Skip to main content

Image Understanding Tool

Usage

Portia offers both open source tools as well as a cloud-hosted library of tools to save you development time. You can dig into the specs of those tools in our open source repo (SDK repo ↗).

You can import our open source tools into your project using from portia.open_source_tools.registry import open_source_tool_registry and load them into an InMemoryToolRegistry object.
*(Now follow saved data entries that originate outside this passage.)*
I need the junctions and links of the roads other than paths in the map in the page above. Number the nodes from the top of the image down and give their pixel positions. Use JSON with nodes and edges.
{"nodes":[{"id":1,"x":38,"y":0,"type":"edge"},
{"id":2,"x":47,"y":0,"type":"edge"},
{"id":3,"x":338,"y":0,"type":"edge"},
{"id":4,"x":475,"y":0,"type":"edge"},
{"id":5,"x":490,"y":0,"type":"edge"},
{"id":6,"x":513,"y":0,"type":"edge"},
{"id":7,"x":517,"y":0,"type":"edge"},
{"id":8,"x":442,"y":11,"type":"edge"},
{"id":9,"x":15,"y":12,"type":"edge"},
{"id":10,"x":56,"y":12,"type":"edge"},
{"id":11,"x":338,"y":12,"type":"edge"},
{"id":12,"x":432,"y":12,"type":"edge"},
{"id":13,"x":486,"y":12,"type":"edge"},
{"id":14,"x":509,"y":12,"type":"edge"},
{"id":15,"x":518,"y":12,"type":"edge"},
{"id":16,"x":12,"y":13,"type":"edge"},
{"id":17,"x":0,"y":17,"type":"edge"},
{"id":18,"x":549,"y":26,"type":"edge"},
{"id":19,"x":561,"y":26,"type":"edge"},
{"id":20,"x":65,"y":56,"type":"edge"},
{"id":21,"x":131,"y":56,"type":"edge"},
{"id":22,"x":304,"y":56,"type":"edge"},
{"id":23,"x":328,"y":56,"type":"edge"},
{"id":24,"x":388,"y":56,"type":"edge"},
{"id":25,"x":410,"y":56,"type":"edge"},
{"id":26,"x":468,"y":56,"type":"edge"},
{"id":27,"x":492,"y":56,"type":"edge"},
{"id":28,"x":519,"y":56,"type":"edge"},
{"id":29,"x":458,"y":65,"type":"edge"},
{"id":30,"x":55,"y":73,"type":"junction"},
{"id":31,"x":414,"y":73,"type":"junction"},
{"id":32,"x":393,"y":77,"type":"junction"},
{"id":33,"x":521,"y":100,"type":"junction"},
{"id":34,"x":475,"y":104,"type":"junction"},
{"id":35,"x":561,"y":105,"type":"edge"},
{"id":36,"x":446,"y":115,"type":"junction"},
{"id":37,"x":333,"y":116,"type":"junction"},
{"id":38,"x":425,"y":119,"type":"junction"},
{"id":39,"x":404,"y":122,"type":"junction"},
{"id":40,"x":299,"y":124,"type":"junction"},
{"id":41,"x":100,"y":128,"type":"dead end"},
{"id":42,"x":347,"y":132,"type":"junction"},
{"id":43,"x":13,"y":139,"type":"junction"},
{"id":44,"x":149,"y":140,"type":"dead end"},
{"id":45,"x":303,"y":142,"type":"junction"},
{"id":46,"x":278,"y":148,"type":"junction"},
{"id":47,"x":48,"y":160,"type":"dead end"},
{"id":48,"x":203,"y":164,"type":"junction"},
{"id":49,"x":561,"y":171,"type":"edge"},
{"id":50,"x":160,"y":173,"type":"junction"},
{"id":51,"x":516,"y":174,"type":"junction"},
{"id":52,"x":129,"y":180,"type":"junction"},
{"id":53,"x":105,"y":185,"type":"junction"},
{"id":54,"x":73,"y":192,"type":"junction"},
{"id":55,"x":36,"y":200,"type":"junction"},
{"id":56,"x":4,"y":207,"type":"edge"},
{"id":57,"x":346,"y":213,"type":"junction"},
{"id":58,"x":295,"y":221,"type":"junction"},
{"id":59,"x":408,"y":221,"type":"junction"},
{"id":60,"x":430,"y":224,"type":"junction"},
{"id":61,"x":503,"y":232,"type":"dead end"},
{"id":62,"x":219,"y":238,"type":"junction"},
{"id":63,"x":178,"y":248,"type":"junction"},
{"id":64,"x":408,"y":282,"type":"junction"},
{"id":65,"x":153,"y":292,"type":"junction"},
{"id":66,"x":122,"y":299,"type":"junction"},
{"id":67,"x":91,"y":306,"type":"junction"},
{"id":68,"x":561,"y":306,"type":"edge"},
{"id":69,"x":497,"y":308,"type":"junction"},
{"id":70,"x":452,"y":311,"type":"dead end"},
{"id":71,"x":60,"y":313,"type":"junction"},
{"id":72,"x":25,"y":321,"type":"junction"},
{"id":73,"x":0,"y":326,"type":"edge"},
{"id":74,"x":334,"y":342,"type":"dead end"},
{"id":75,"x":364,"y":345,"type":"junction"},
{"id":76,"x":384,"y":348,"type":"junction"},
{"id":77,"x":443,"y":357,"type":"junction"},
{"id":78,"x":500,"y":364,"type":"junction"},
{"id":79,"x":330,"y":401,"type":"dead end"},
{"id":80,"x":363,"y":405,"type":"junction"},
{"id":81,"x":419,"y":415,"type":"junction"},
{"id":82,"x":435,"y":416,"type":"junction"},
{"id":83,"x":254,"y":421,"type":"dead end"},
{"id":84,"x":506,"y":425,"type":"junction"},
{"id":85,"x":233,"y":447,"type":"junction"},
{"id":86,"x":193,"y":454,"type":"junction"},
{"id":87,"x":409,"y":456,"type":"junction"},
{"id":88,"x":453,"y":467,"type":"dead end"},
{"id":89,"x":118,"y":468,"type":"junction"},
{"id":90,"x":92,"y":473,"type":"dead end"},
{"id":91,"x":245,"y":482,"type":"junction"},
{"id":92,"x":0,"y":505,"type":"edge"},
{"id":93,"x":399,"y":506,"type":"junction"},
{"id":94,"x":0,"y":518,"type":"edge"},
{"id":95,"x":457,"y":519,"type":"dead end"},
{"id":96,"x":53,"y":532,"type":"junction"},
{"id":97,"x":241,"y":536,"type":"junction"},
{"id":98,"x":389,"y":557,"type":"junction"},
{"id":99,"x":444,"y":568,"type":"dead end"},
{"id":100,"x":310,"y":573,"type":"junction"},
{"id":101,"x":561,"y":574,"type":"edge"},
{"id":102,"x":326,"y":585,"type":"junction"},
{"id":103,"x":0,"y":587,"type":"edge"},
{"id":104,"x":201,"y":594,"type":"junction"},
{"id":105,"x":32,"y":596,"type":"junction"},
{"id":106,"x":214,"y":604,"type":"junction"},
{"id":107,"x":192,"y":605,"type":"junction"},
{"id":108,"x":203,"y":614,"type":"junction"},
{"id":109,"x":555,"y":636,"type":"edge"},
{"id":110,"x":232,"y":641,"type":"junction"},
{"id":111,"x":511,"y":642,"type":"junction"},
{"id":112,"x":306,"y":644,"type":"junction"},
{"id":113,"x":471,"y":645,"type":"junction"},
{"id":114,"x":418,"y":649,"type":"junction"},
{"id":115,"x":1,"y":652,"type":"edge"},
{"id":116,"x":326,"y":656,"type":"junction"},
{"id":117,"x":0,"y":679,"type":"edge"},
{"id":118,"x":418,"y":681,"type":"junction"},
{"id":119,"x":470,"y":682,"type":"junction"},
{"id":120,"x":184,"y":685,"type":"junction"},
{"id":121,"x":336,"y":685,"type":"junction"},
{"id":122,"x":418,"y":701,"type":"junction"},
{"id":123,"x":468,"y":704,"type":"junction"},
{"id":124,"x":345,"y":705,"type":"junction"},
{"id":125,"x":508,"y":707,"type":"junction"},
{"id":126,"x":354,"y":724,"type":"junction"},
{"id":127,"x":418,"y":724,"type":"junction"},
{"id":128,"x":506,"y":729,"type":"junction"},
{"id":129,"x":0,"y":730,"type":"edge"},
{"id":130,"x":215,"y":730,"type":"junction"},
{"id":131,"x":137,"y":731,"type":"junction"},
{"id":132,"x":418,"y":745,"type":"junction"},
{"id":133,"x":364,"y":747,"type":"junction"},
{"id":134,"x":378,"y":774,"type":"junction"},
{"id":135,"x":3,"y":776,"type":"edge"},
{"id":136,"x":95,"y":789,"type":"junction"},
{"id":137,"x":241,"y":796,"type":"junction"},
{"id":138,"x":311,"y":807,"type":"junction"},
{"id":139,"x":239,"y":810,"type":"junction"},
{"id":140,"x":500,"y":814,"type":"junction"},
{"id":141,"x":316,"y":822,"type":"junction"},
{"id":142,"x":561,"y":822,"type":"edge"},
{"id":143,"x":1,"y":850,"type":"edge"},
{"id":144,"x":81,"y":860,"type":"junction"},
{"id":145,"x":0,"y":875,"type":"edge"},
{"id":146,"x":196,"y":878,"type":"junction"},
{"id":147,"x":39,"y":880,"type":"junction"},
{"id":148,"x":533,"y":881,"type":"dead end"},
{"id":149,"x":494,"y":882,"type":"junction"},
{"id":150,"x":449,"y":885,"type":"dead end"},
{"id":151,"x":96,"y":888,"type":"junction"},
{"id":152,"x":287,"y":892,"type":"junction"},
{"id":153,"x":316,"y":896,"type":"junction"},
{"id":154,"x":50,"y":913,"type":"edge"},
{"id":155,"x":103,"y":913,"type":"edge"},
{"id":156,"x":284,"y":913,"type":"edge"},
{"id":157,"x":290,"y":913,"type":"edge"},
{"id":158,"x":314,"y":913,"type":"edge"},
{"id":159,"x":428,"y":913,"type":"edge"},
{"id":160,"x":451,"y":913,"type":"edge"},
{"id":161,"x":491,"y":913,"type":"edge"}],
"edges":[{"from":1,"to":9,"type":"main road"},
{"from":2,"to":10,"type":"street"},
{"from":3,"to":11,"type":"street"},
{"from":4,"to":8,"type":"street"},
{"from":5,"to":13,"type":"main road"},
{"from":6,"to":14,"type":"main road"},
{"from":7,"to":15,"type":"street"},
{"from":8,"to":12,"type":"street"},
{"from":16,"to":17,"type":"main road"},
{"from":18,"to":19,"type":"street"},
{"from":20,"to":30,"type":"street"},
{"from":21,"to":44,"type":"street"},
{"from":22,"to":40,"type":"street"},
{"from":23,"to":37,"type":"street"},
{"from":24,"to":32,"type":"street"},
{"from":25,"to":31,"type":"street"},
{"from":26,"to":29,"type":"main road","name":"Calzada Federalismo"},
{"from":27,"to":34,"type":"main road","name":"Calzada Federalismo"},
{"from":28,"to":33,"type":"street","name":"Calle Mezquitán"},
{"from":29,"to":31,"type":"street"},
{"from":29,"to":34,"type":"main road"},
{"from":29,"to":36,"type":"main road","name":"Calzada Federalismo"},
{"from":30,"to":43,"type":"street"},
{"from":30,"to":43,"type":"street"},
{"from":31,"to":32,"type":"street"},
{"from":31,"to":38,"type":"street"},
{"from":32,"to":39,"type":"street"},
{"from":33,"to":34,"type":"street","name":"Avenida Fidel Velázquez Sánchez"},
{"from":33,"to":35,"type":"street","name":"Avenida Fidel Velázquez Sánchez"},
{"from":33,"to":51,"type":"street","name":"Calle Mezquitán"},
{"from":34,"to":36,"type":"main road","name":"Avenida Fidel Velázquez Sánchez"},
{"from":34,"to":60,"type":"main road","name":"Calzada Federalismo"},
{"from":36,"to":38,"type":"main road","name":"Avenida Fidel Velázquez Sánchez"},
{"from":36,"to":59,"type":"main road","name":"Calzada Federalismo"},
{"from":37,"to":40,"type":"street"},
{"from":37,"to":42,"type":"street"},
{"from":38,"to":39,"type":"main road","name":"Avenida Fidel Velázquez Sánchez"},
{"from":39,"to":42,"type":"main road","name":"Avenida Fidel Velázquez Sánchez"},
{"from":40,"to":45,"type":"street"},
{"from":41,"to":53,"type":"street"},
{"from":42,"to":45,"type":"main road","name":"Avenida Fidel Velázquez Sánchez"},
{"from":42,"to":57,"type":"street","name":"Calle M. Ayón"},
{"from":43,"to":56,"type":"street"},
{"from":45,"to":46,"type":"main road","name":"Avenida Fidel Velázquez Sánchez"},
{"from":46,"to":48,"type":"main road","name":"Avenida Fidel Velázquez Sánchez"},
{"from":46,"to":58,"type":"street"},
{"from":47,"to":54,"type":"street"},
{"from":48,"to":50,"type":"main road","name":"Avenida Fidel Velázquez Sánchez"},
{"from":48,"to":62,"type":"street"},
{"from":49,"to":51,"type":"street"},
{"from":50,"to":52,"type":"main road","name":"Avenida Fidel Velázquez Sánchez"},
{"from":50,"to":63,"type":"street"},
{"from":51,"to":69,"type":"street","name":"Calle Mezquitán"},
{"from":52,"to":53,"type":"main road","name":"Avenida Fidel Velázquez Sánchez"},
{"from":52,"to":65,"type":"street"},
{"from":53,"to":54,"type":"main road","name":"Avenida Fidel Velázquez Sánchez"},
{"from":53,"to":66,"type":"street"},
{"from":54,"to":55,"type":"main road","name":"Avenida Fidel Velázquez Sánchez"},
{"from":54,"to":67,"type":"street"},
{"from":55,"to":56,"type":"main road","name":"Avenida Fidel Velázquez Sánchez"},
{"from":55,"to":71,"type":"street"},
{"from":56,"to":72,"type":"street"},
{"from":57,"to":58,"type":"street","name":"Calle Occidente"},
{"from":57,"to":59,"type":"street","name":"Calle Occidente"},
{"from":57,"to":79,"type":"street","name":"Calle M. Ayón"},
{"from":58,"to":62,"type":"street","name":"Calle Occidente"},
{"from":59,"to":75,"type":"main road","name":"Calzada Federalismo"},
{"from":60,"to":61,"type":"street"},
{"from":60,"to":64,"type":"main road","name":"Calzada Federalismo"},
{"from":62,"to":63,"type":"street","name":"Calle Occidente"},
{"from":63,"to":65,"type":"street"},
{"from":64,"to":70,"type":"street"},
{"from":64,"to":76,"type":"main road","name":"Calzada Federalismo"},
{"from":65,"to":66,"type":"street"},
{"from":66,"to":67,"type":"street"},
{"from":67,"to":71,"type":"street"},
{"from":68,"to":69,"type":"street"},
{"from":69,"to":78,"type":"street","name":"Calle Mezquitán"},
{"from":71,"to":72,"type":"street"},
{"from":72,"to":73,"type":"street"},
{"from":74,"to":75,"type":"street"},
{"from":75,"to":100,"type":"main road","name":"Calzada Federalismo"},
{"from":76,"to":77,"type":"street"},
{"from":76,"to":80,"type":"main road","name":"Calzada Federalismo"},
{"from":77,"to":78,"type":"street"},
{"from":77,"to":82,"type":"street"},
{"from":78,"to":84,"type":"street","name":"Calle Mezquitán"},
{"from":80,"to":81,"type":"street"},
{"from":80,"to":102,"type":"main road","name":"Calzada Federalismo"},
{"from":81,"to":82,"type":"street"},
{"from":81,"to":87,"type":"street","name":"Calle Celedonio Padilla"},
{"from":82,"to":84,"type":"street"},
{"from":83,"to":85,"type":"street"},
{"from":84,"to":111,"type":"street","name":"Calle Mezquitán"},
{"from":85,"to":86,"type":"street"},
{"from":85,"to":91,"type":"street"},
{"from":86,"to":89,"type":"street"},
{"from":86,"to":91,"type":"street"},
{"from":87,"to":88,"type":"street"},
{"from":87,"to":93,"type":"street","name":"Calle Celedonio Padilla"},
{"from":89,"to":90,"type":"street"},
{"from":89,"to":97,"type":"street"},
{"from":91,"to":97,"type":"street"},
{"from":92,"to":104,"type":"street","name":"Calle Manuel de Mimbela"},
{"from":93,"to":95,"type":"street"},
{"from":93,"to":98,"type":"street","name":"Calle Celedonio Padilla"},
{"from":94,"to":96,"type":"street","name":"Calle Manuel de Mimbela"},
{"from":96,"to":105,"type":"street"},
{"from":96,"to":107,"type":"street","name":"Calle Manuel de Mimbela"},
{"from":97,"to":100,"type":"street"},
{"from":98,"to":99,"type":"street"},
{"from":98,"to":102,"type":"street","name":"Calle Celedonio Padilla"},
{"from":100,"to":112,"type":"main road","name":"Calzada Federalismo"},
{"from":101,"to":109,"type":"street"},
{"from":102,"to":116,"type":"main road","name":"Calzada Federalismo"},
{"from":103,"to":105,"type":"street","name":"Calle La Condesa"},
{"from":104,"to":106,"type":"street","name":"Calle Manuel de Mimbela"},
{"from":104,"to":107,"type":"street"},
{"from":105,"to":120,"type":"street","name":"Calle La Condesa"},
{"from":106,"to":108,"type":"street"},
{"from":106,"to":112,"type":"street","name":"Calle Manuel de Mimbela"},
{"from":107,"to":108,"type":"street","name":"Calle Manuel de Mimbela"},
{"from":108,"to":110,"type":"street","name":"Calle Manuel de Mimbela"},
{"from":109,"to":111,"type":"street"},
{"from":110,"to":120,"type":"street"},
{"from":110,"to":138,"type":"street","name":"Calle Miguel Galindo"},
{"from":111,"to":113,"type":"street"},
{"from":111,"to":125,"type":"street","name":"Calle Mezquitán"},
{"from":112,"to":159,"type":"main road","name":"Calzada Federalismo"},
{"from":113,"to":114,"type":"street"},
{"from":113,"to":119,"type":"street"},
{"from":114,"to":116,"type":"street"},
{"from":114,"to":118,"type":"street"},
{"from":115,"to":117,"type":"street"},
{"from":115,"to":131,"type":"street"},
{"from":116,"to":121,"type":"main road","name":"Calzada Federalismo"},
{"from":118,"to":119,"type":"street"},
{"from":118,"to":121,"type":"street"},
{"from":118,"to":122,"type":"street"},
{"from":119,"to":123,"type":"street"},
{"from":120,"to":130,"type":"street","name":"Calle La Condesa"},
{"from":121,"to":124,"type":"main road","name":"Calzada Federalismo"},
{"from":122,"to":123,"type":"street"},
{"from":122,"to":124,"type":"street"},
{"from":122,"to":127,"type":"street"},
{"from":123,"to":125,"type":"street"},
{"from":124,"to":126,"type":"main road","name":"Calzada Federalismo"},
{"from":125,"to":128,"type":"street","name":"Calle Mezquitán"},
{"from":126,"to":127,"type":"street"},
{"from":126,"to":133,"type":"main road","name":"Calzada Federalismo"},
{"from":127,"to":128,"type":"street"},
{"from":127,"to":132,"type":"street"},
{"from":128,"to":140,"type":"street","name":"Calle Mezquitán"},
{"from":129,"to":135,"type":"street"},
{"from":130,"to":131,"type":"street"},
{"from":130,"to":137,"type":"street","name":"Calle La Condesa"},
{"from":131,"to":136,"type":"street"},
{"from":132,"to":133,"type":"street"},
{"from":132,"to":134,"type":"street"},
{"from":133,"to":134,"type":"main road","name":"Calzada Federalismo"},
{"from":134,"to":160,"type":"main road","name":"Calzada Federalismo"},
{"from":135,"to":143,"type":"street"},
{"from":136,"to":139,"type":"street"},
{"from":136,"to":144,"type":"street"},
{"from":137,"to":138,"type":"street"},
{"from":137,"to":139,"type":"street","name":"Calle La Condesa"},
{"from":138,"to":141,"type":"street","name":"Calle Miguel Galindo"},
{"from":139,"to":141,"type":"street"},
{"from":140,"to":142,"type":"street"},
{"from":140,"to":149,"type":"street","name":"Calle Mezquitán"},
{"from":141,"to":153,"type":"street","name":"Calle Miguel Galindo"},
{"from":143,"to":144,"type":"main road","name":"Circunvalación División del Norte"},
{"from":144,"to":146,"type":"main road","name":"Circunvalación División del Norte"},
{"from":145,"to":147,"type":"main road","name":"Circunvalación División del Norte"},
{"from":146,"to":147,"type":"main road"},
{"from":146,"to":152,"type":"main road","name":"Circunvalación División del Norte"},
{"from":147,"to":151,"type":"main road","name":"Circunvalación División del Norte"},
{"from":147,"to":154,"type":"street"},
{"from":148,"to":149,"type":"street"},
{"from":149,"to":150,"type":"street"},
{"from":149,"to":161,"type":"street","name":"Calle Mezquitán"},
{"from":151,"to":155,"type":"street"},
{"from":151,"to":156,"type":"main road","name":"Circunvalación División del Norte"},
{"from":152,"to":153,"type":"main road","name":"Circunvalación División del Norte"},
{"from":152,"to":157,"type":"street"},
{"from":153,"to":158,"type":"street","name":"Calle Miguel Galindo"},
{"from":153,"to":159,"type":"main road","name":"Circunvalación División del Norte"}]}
You can also combine their use with cloud or custom tools as explained in the docs (Add custom tools ↗).

Tool details

Tool ID: image_understanding_tool

Tool description: Tool for understanding images from a URL. Capable of tasks like object detection, OCR, scene recognition, and image-based Q&A. This tool uses its native capabilities to analyze images and provide insights.

Args schema:

{
"description": "Input for Image Understanding Tool.",
"properties": {
"task": {
"description": "The task to be completed by the Image tool.",
"title": "Task",
"type": "string"
},
"image_url": {
"anyOf": [
{
"type": "string"
},
{
"type": "null"
}
],
"default": null,
"description": "Image URL for processing.",
"title": "Image Url"
},
"image_file": {
"anyOf": [
{
"type": "string"
},
{
"type": "null"
}
],
"default": null,
"description": "Image file for processing.",
"title": "Image File"
}
},
"required": [
"task"
],
"title": "ImageUnderstandingToolSchema",
"type": "object"
}

Output schema:

('str', "The Image understanding tool's response to the user query about the provided image.")